Gil nodded. The constable was following the proper procedures, but it was hard on the man Rob.

‘And then he arrested Maister Cornton,’ he said.

‘Well, no at first,’ said Eppie, ‘by what Martin said, for he didny find it easy. But he lifted him away in the end.’ She became aware that her mistress was weeping, and said awkwardly, ‘We’ll make him regret it, mistress, dinna fear.’

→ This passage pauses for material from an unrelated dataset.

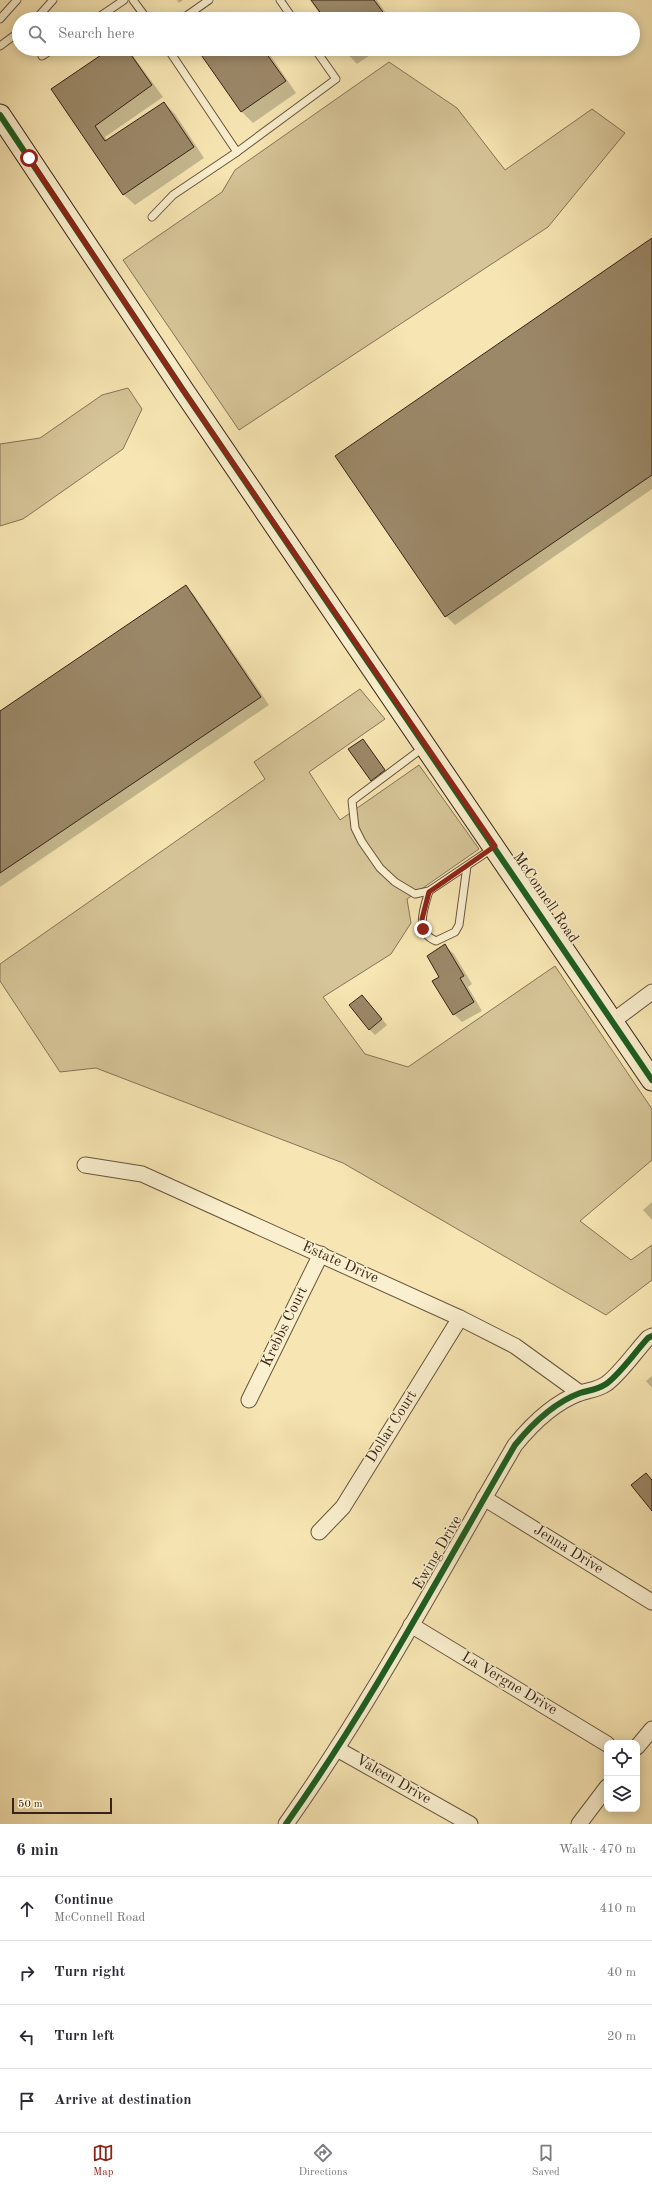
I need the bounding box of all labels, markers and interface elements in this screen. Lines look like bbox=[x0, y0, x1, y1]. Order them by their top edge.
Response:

‘Tell me, mistress,’ said Gil, ‘The day you last saw Maister Stirling, can you mind if your husband was home that evening?’

‘Oh,’ she said again through her tears. ‘Oh, what evening would that be? I canny mind, maister.’

‘It was the third evening the bairns was here,’ said Eppie. ‘You mind, mistress, the maister said that was two wet beds and he wasny sleeping in a flood again, and –’ She bit off the words, looking embarrassed, and Gil pulled a face.

‘It’s hardly to be wondered at, poor bairns,’ he said, ‘but you can see his point. Where are they today?’

‘I took them to my sister’s,’ said Eppie a little defiantly. ‘She’s got two near the same age, she said she’d take them the now till we’re a bit –’

‘My poor lassie’s bairns,’ whispered Mistress Cornton.

‘That was wise, when the house is as troubled. But that evening,’ Gil returned to the point, ‘Maister Cornton was wanting to talk about where the bairns would sleep, is that right?’ Mistress Cornton nodded. ‘Was he home all the evening?’

‘Oh, he was,’ agreed Eppie, ‘for once it was decided we’d to move a couple of kists and a truckle-bed, and me and Rob Hutchie was kept busy all the evening shifting them, and the Maister taking charge and telling Rob he was doing it wrong.’

‘Would you swear to that, lass?’ Gil asked her. She nodded emphatically. ‘That ought to be enough. Tell me another thing, though. Is Maister Cornton a good shot?’

‘A shot?’ Mistress Cornton stared at him. ‘What wi, a shot?’

‘Wi an arrow,’ said Eppie. ‘Aye, he’s no bad. He goes to the butts of a Sunday, maister, like the rest o them, though I’ll say this,’ she gave a subdued giggle, ‘he’s soberer when he comes home than my last maister.’

‘A course he is,’ said Mistress Cornton, with dawning indignation.

‘Aye, that’s better,’ said Eppie obscurely.

‘Does he have a bow?’ Gil asked.

‘Oh, aye, he’s got a right good one,’ Eppie said.